[Data records]
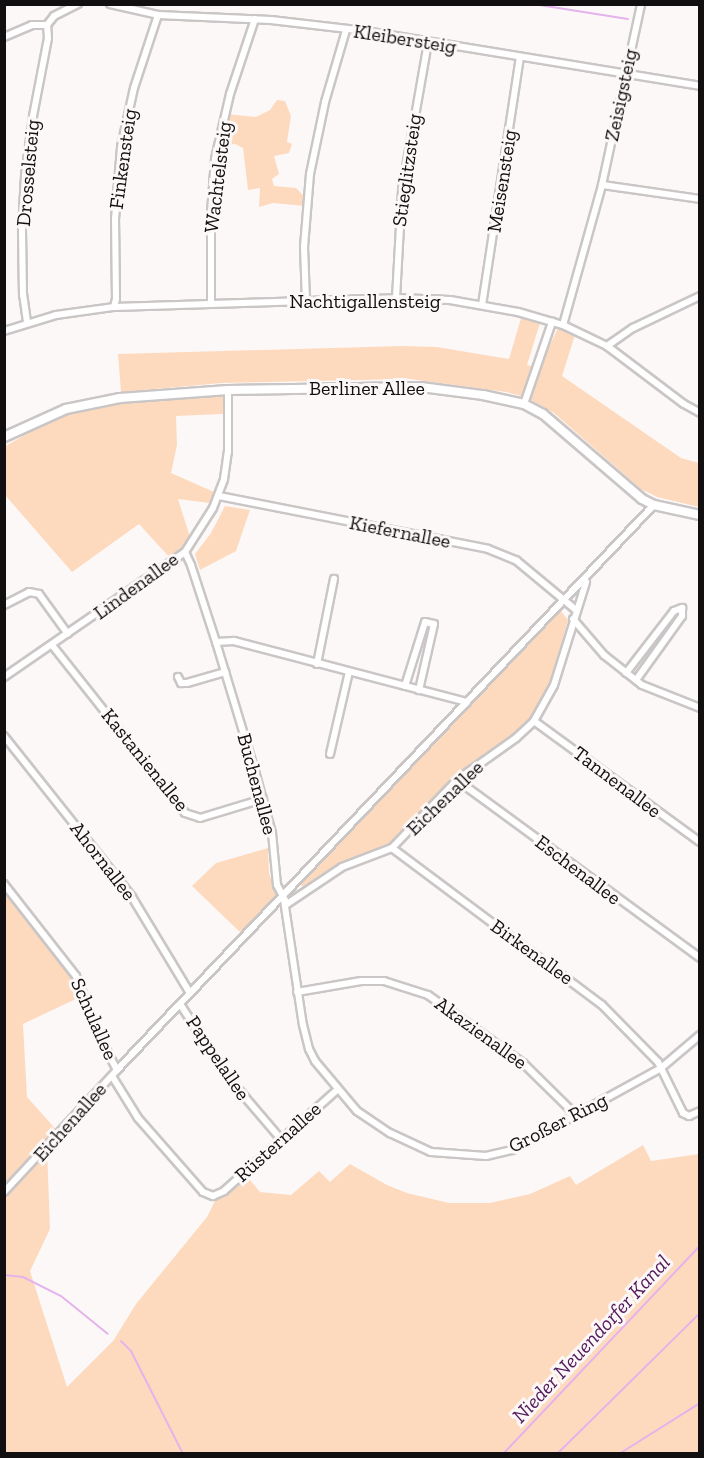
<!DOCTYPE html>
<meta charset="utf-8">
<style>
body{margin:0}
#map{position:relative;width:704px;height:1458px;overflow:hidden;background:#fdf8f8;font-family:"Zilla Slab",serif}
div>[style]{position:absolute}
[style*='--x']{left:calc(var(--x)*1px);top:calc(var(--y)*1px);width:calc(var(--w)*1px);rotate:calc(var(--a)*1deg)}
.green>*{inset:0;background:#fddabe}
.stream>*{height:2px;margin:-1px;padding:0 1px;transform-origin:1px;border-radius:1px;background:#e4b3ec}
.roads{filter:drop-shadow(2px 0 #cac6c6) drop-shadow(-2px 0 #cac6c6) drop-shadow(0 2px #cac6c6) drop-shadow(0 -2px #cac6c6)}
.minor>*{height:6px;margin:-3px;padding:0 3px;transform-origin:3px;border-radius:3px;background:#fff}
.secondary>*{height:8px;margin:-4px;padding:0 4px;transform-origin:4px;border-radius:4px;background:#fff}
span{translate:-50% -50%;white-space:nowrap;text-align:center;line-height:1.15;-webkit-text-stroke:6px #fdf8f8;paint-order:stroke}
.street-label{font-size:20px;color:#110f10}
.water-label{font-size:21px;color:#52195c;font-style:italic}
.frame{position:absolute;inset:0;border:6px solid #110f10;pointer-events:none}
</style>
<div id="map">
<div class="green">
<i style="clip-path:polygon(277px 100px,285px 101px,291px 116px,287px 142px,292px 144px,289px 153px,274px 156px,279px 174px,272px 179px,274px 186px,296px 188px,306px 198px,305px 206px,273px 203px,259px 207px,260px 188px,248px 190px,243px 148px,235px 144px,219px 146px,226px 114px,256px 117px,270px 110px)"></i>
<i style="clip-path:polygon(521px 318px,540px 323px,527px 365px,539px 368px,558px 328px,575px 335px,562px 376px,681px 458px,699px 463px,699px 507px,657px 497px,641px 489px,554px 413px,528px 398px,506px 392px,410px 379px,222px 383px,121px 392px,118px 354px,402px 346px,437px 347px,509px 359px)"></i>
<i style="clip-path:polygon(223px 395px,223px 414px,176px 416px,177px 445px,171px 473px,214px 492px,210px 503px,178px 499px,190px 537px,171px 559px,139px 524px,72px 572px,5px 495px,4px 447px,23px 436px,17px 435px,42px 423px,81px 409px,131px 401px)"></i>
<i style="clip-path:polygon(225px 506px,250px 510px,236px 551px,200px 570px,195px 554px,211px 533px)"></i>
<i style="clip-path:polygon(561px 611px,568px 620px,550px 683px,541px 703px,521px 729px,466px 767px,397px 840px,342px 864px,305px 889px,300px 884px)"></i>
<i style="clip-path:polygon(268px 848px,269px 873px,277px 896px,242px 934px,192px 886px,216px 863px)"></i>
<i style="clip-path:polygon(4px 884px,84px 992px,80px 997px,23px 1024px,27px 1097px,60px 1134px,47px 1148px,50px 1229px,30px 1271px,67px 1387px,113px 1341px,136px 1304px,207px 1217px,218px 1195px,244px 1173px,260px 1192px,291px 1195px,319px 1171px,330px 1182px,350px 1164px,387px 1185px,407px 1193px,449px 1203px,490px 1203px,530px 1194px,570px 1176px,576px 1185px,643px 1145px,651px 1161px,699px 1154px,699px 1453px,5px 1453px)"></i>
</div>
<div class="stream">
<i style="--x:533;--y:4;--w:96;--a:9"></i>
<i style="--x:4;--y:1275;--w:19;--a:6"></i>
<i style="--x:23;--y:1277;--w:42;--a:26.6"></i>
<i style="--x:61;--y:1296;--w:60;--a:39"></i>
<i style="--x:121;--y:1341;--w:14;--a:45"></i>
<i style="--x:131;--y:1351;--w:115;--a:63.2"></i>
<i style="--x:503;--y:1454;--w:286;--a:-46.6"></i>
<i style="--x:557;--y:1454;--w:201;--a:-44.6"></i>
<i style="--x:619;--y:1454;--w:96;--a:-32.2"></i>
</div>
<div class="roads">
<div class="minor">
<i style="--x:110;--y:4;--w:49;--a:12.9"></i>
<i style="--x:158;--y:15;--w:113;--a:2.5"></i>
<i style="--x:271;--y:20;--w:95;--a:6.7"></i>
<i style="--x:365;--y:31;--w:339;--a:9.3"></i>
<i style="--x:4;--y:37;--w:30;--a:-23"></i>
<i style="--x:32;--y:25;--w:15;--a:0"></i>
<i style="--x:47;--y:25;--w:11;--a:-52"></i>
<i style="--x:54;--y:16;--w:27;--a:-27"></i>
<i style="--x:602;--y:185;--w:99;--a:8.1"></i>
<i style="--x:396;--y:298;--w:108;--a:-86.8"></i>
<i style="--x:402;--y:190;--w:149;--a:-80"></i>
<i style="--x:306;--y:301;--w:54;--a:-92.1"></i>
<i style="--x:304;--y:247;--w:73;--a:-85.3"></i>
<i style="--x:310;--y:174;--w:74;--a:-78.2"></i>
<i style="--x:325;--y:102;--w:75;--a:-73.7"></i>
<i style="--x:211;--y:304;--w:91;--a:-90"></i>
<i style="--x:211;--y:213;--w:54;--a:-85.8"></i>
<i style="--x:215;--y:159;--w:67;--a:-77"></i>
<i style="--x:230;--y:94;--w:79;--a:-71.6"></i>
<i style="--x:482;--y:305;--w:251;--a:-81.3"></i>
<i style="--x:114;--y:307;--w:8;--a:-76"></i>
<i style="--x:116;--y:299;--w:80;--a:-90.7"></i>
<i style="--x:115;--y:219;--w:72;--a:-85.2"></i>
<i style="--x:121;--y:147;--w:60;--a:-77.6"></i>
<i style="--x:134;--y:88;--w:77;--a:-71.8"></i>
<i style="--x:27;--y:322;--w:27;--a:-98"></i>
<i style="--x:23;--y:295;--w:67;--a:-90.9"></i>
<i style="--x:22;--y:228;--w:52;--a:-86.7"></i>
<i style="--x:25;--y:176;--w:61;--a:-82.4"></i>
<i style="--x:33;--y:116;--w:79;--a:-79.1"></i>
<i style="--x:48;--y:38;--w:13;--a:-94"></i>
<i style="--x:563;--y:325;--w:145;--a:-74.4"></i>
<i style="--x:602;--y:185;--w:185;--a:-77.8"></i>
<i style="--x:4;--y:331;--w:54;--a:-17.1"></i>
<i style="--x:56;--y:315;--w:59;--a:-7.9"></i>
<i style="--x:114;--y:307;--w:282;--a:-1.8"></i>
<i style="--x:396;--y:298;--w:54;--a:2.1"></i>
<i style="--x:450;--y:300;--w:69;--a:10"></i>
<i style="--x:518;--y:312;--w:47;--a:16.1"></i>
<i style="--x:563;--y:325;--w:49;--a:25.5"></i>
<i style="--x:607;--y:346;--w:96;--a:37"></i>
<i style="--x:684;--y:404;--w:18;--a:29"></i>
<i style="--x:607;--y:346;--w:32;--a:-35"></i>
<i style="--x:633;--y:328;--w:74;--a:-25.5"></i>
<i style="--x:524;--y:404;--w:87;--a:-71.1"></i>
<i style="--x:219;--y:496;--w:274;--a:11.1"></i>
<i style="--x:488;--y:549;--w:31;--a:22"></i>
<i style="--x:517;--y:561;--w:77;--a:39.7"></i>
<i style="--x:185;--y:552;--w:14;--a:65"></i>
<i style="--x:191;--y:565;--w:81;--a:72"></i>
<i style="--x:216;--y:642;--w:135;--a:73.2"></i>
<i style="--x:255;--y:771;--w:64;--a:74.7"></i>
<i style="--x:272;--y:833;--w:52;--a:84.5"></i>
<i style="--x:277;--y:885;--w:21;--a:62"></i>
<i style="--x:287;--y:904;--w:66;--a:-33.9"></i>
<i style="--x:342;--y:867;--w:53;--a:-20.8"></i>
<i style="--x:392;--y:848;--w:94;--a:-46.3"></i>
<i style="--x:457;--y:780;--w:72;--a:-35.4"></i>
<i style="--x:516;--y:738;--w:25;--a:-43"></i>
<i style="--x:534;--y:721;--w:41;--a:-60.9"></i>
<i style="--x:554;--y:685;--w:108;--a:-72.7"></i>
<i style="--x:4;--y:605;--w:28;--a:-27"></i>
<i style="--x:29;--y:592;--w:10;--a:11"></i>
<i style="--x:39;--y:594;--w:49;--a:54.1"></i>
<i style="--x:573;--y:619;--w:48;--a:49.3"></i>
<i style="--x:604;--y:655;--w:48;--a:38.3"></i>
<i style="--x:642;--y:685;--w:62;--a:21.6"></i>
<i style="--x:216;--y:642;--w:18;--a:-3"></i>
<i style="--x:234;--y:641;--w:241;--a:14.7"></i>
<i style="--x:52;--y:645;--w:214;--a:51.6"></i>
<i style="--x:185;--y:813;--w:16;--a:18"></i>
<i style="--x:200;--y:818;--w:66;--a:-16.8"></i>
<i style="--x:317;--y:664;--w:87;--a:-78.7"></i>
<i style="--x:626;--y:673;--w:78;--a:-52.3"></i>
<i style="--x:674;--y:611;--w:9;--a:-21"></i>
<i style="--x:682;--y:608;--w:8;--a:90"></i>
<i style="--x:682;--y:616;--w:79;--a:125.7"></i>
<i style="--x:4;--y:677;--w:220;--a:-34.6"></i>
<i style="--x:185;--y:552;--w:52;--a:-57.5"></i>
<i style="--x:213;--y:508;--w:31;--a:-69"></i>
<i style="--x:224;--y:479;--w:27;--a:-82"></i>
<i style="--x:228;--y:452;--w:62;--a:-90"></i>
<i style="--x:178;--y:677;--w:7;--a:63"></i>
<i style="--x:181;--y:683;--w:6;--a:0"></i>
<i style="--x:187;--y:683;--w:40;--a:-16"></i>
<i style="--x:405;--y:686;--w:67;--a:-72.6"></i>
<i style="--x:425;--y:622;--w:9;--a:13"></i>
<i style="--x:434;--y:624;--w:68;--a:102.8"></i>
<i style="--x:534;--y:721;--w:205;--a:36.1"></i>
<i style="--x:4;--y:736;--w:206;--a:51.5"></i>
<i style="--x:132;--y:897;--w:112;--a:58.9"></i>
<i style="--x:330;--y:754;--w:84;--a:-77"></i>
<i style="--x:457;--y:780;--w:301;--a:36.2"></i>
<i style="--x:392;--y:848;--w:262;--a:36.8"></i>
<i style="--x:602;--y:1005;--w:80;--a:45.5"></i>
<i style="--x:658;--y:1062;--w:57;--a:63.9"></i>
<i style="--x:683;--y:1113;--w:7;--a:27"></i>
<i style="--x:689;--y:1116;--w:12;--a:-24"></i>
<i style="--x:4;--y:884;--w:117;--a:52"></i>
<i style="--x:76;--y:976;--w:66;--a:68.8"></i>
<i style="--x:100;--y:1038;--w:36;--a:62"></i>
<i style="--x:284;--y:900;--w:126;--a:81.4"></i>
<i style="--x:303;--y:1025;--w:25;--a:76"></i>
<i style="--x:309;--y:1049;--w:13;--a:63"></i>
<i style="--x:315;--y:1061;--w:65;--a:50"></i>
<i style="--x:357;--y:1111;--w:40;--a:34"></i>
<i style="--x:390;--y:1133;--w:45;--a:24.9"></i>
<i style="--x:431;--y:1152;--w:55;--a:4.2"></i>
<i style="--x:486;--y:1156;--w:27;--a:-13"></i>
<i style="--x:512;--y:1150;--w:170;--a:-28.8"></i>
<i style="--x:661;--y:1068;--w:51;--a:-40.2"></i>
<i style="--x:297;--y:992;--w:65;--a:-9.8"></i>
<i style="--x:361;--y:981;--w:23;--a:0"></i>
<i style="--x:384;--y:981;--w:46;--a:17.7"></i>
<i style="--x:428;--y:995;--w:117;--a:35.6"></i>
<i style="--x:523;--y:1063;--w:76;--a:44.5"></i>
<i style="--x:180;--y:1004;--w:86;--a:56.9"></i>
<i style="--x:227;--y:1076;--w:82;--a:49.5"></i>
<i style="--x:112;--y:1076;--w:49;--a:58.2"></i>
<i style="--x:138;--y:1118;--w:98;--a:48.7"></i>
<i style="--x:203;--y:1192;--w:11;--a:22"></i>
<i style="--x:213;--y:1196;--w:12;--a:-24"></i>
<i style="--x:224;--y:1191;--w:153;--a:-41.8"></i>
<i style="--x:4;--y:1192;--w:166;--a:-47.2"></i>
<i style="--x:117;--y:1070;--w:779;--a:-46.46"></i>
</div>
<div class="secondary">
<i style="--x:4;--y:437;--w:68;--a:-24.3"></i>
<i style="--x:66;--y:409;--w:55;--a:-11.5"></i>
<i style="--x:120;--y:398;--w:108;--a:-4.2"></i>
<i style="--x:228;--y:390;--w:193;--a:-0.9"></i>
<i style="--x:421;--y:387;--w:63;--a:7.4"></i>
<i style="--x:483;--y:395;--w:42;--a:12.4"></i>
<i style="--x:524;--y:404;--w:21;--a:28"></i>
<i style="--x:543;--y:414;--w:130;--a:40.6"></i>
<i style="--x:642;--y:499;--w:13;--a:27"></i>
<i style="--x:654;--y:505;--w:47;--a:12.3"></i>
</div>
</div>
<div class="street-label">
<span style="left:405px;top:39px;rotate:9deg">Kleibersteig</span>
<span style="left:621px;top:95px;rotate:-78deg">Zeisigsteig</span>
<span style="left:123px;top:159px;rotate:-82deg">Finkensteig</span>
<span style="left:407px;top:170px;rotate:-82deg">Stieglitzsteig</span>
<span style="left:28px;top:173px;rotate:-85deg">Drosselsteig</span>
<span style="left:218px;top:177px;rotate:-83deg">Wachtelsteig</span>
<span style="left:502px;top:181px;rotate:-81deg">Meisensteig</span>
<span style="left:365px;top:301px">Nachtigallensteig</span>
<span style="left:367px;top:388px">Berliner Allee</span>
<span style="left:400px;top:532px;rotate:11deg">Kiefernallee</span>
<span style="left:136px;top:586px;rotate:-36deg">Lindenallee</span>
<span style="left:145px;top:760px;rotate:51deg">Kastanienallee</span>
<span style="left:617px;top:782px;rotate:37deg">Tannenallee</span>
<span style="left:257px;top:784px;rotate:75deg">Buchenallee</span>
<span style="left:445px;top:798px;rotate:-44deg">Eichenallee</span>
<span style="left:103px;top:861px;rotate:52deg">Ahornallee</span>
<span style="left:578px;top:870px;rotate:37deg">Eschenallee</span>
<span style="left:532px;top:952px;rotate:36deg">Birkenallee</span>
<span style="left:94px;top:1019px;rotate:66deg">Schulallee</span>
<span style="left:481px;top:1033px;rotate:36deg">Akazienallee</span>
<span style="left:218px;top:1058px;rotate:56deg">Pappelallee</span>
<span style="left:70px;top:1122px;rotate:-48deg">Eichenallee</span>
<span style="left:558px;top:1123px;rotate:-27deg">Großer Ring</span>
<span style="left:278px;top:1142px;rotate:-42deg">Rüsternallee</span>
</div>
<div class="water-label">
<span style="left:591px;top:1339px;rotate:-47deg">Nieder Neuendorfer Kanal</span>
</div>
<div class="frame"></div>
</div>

→ TASK DESCRIPTION: Return each line from the records that includes the word "width".

→ WRITTEN ANSWER:
#map{position:relative;width:704px;height:1458px;overflow:hidden;background:#fdf8f8;font-family:"Zilla Slab",serif}
[style*='--x']{left:calc(var(--x)*1px);top:calc(var(--y)*1px);width:calc(var(--w)*1px);rotate:calc(var(--a)*1deg)}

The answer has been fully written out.